Corn futures are called 1 to 3 cents higher on spillover from soybean futures.
- Corn futures ended the overnight session mostly around a penny higher, with much of the support coming on spillover from double-digit gains in nearby soybean futures.
- A weaker tone in the dollar index and strength in crude oil and gold futures is also supportive of general commodity buying this morning.
- Traders also have continued strong demand on their minds, as importers haven't slowed their pace of buys despite recent price improvement.
- Gulf corn basis is 2 cents higher for immediate delivery this morning to stand 78 cents over March futures, but basis is down 3 cents for May delivery.
Soybean futures are called 7 to 15 cents higher, with nearbys leading gains.
- Soybean futures ended the overnight session 6 to 15 cents higher, with the March through August contracts posting double-digit gains on followthrough from last week's gains.
- Tight old-crop supplies and continued buying of old-crop supplies are the fuel behind the sharp price advance from the late January low.
- AgRural has cut its Brazilian soybean forecast by 1.8 MMT to 87 MMT due to late-season drought impacts.
- March soybean futures ended the overnight session above the key $13.50 level, which makes bulls' next major upside objective the September high of $13.77 3/4.
- Gulf soybean basis is steady this morning to signal supplies and demand are in balance.

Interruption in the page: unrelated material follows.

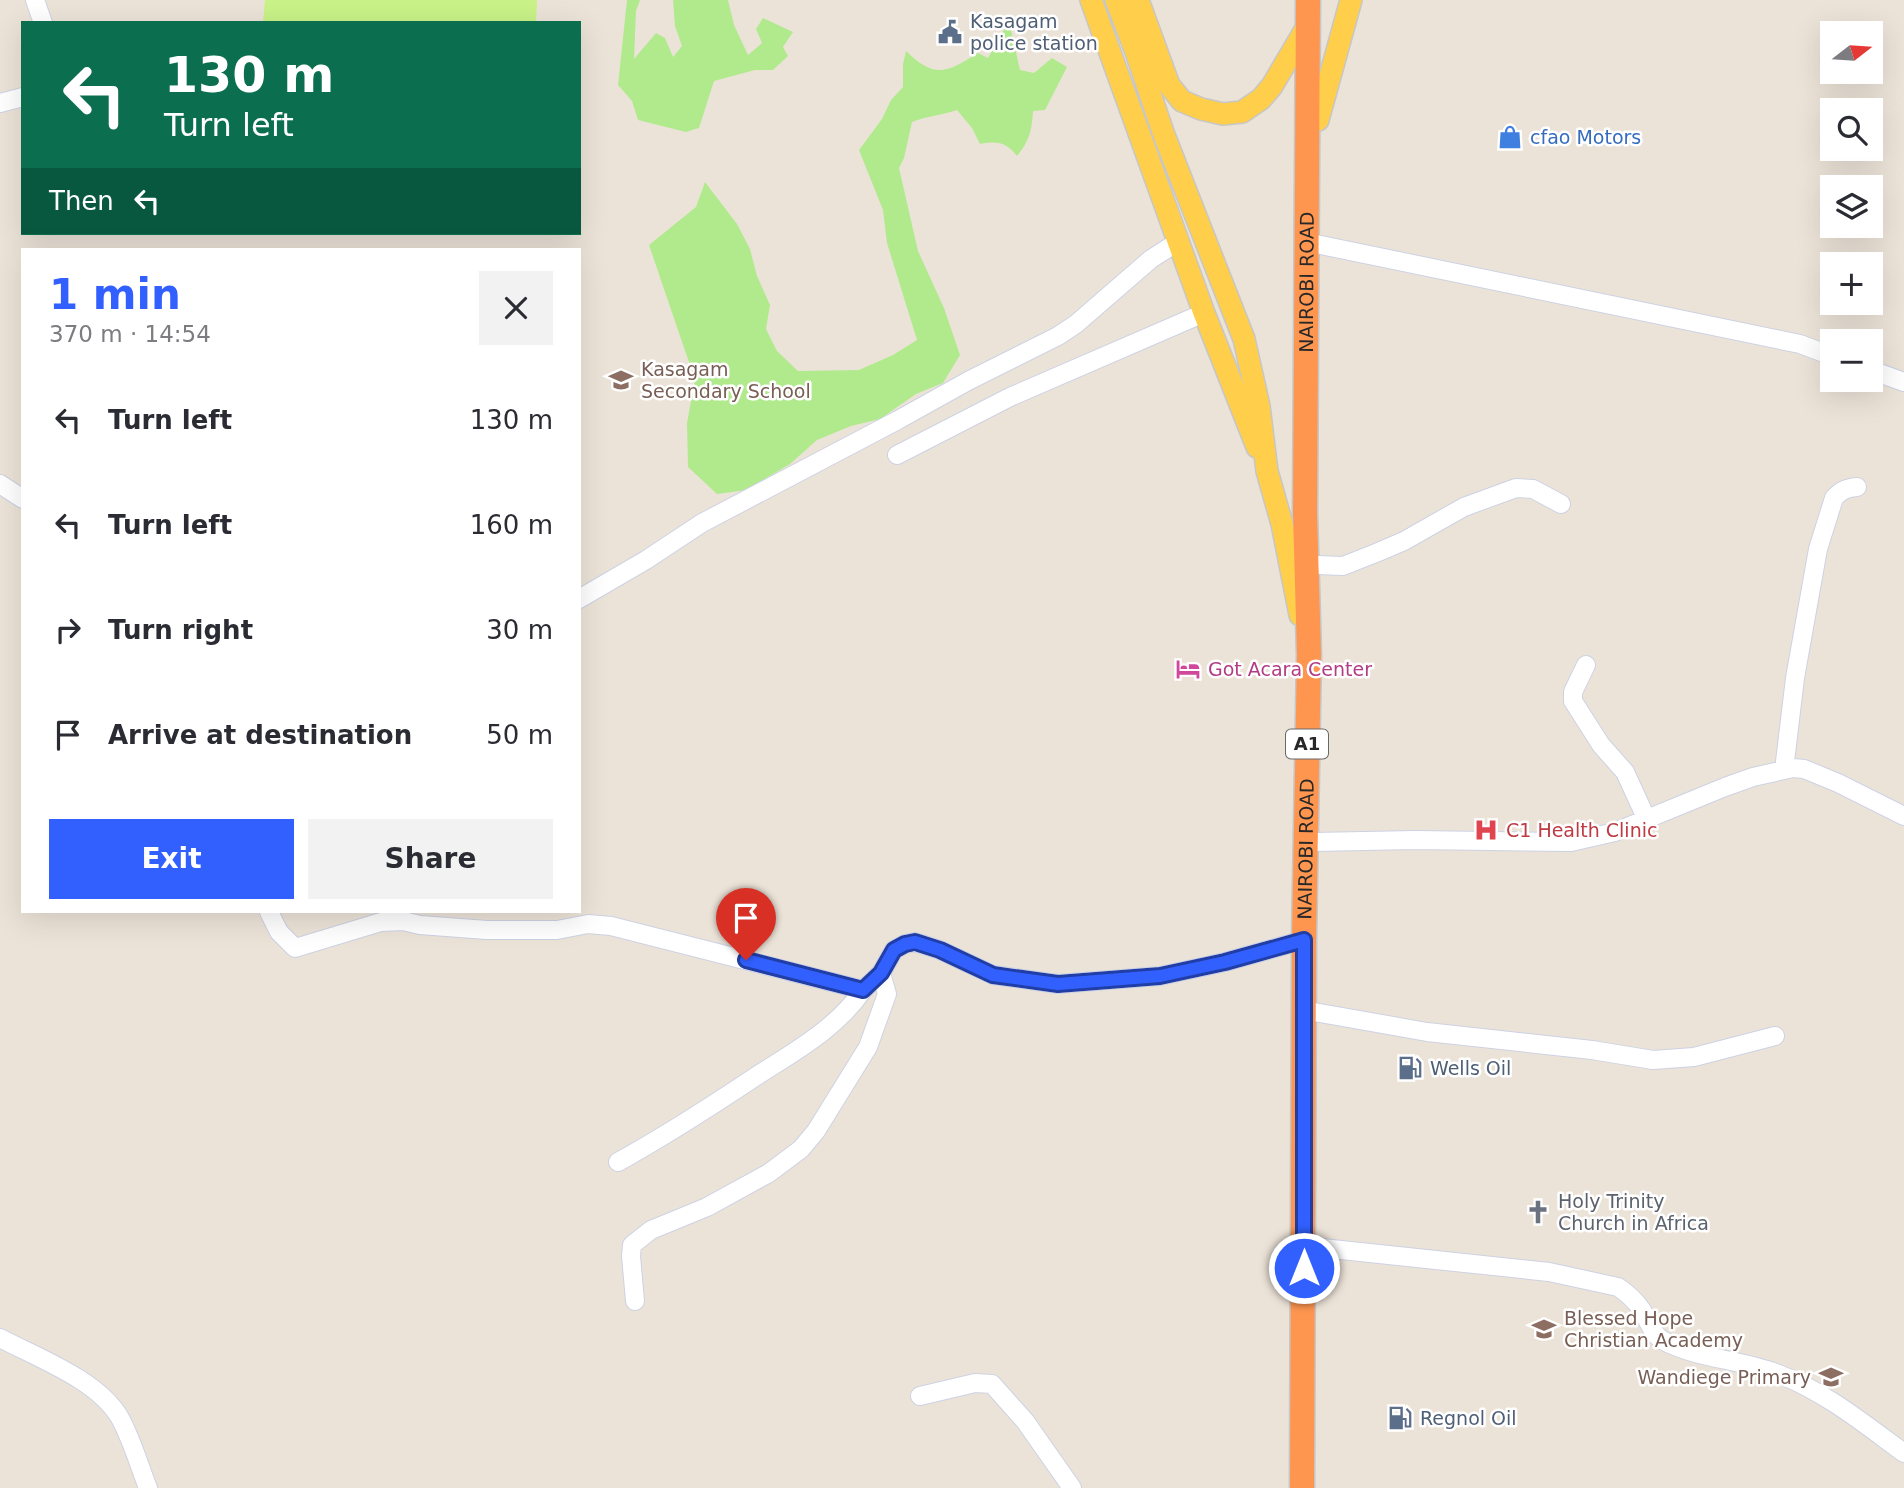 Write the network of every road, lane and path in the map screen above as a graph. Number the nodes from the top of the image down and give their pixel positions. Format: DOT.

Wheat futures are called 2 to 4 cents higher on spillover from neighboring pits.
- SRW and HRS futures ended the overnight session mostly 2 to 4 cents higher, with HRW steady to 2 cents higher.
- Futures benefited from spillover from neighboring pits, as well as weakness in the U.S. dollar index.
- Traders are also keeping a close eye on the drought situation in the HRW belt, as there's little in the way of meaningful precip in the near-term forecast and the condition of the crop has declined sharply from last fall.
- Otherwise, there's little fresh news for the market to digest, as no weekend export business was announced.
- Gulf SRW and HRW basis are steady this morning.
Live cattle futures are called higher on strength from the product market.
- Live cattle futures are expected to be higher this morning in reaction to yesterday's sharp gains in the beef market.
- Choice beef values started the week $3.30 higher and Select rose $2.06 on 153 loads changing hands.
- Strength in the beef market, combined with last week's steady to firmer cash cattle trade, raises expectations for higher cash cattle trade this week.
- Feeder futures are expected to be higher this morning based on spillover from live cattle as well as the fact March feeder cattle futures ended last week at $1 discount to the cash index.
Lean hog futures are called steady to firmer on followthrough from Friday's gains.
- Lean hog futures are expected to see followthrough from Friday's gains and strength in the cash market.
- Packers are expected to raise bids this morning after several plants were closed for Presidents Day and are short-bought on supplies.
- Pork cutout values firmed 68 cents yesterday, but only 258.4 loads of product changed hands.
- With packers' profit margins well in the black, there is incentive for them to raise bids today.
- April lean hog futures are now the lead month contract and have the responsibility of following the cash market more closely. This raises the risk of profit-taking in the near-term as the contract holds around an $10 premium to the cash index.